I have created a python file which extracts info about dataset, columns and lineage details of ingested data of any given platform which returns a response in json form. For now I need to run that file manually to get the json response. How can I run that file along with datahub is started. So it can automatically generate the required json and furthur which is used to build ER diagram in the frontend.

I think generating json and building ER diagram is a bit out of scope for Datahub, there are plenty tech and scheduling tools to achieve your goal. I suggest using cron, aws lambda

Ok. But what if I need to run any python file when we are starting datahub/docker/quickstart.sh? So that it should run along with it.

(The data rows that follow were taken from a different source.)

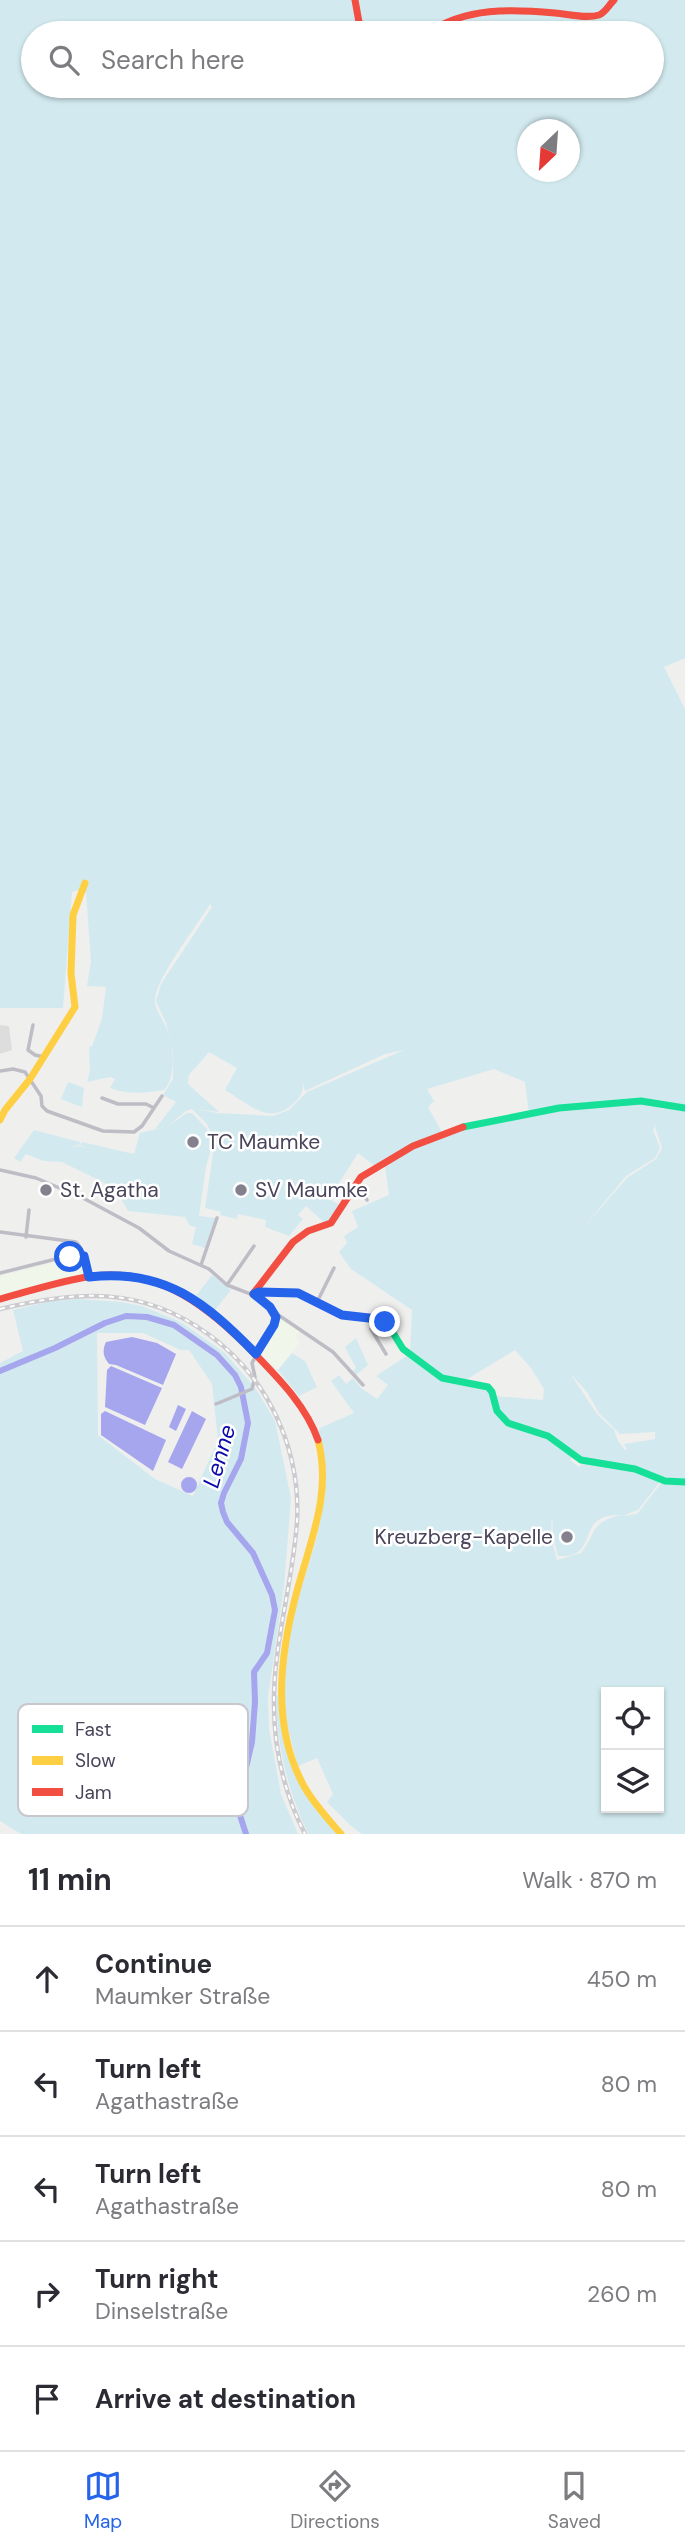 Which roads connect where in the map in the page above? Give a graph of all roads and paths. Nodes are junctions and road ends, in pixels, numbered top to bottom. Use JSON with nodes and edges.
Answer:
{"nodes":[{"id":1,"x":355,"y":0,"type":"edge"},
{"id":2,"x":614,"y":0,"type":"edge"},
{"id":3,"x":359,"y":21,"type":"edge"},
{"id":4,"x":439,"y":21,"type":"edge"},
{"id":5,"x":85,"y":883,"type":"dead end"},
{"id":6,"x":33,"y":1025,"type":"dead end"},
{"id":7,"x":44,"y":1057,"type":"junction"},
{"id":8,"x":0,"y":1071,"type":"edge"},
{"id":9,"x":30,"y":1079,"type":"junction"},
{"id":10,"x":162,"y":1096,"type":"dead end"},
{"id":11,"x":102,"y":1098,"type":"dead end"},
{"id":12,"x":154,"y":1108,"type":"junction"},
{"id":13,"x":685,"y":1108,"type":"edge"},
{"id":14,"x":0,"y":1120,"type":"edge"},
{"id":15,"x":0,"y":1170,"type":"edge"},
{"id":16,"x":357,"y":1182,"type":"junction"},
{"id":17,"x":367,"y":1200,"type":"dead end"},
{"id":18,"x":29,"y":1210,"type":"dead end"},
{"id":19,"x":217,"y":1218,"type":"dead end"},
{"id":20,"x":0,"y":1232,"type":"edge"},
{"id":21,"x":26,"y":1237,"type":"junction"},
{"id":22,"x":254,"y":1246,"type":"dead end"},
{"id":23,"x":84,"y":1256,"type":"junction"},
{"id":24,"x":201,"y":1265,"type":"junction"},
{"id":25,"x":334,"y":1268,"type":"dead end"},
{"id":26,"x":0,"y":1273,"type":"edge"},
{"id":27,"x":89,"y":1277,"type":"junction"},
{"id":28,"x":227,"y":1285,"type":"junction"},
{"id":29,"x":254,"y":1294,"type":"junction"},
{"id":30,"x":0,"y":1299,"type":"edge"},
{"id":31,"x":317,"y":1302,"type":"junction"},
{"id":32,"x":274,"y":1312,"type":"junction"},
{"id":33,"x":378,"y":1319,"type":"junction"},
{"id":34,"x":256,"y":1354,"type":"junction"},
{"id":35,"x":386,"y":1354,"type":"dead end"},
{"id":36,"x":363,"y":1385,"type":"dead end"},
{"id":37,"x":219,"y":1403,"type":"dead end"},
{"id":38,"x":685,"y":1482,"type":"edge"},
{"id":39,"x":341,"y":1834,"type":"edge"}],
"edges":[{"from":1,"to":3,"type":"street"},
{"from":2,"to":4,"type":"street"},
{"from":5,"to":7,"type":"street"},
{"from":6,"to":7,"type":"street"},
{"from":7,"to":9,"type":"street"},
{"from":8,"to":9,"type":"street"},
{"from":9,"to":12,"type":"street"},
{"from":9,"to":14,"type":"street"},
{"from":10,"to":12,"type":"street"},
{"from":11,"to":12,"type":"street"},
{"from":13,"to":16,"type":"street"},
{"from":15,"to":24,"type":"street"},
{"from":16,"to":17,"type":"street"},
{"from":16,"to":29,"type":"street"},
{"from":18,"to":21,"type":"street"},
{"from":19,"to":24,"type":"street"},
{"from":20,"to":21,"type":"street"},
{"from":21,"to":23,"type":"street"},
{"from":22,"to":28,"type":"street"},
{"from":23,"to":26,"type":"street"},
{"from":23,"to":27,"type":"street"},
{"from":24,"to":28,"type":"street"},
{"from":25,"to":31,"type":"street"},
{"from":27,"to":30,"type":"street"},
{"from":27,"to":34,"type":"street"},
{"from":28,"to":29,"type":"street"},
{"from":29,"to":31,"type":"street"},
{"from":29,"to":32,"type":"street"},
{"from":31,"to":33,"type":"street"},
{"from":32,"to":34,"type":"street"},
{"from":32,"to":36,"type":"street"},
{"from":33,"to":35,"type":"street"},
{"from":33,"to":38,"type":"street"},
{"from":34,"to":37,"type":"street"},
{"from":34,"to":39,"type":"street"}]}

Technically it is possible if you make sure all datahub components are up and running healthy before running the query, but I don’t think it a good idea to include the user custom use case code core datahub start-up script. but up to you how you want implement.
I’m just curious
• why can’t you just run your script after you running quickstart by checking service is up and running, it is one more command after the quickstart ?

Because I want to automate the process.
For example as soon as the metadata is ingested it automatically creates the lineages of the dataset, tables…etc.
In same way I want to automate the process of getting metadata dataset details like tables,columns, lineages to create a complete flow chart of linegaes showing a complete relationaship ER diagram as soon as the metadata is ingested.

how will you run metadata ingest jobs ?

Using UI or CLI

The python file which I want to run is a flask api file. Which contains api script to extract metadata info about lineages.

How to get primary keys of tables in a dataset using graph ql query?